## TASK GOAL
Where in the entries below does "image" appear? Copy every line that has it.

=== Section Start ===

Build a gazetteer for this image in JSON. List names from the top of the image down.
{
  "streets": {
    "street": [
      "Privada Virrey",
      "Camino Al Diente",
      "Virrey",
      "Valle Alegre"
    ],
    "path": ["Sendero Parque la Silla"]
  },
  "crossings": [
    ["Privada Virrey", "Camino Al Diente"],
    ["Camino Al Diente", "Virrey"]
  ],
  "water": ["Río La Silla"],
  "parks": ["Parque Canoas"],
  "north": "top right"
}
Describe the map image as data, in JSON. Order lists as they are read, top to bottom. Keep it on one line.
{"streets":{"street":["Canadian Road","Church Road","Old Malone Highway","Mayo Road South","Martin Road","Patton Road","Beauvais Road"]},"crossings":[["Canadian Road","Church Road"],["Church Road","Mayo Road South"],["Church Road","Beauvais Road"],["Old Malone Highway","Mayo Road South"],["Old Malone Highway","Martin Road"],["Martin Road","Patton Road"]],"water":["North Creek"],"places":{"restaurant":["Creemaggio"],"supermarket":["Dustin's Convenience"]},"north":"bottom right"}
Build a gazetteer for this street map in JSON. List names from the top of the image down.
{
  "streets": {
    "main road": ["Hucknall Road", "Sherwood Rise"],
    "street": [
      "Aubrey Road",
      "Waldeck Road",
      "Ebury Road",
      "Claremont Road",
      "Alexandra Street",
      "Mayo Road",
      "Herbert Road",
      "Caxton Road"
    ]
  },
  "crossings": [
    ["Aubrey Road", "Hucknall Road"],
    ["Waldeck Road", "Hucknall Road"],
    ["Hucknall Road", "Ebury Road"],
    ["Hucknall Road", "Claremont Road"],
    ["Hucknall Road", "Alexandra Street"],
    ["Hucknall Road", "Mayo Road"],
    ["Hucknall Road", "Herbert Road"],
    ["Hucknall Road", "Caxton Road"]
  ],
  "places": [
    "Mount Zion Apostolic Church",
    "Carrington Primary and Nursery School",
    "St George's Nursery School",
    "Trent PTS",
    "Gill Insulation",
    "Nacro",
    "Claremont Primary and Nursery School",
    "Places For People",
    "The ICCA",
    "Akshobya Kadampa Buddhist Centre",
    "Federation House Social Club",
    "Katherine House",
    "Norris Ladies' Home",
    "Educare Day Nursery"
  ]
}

=== Section End ===

## FINISHED TASK
Build a gazetteer for this image in JSON. List names from the top of the image down.
Describe the map image as data, in JSON. Order lists as they are read, top to bottom. Keep it on one line.
Build a gazetteer for this street map in JSON. List names from the top of the image down.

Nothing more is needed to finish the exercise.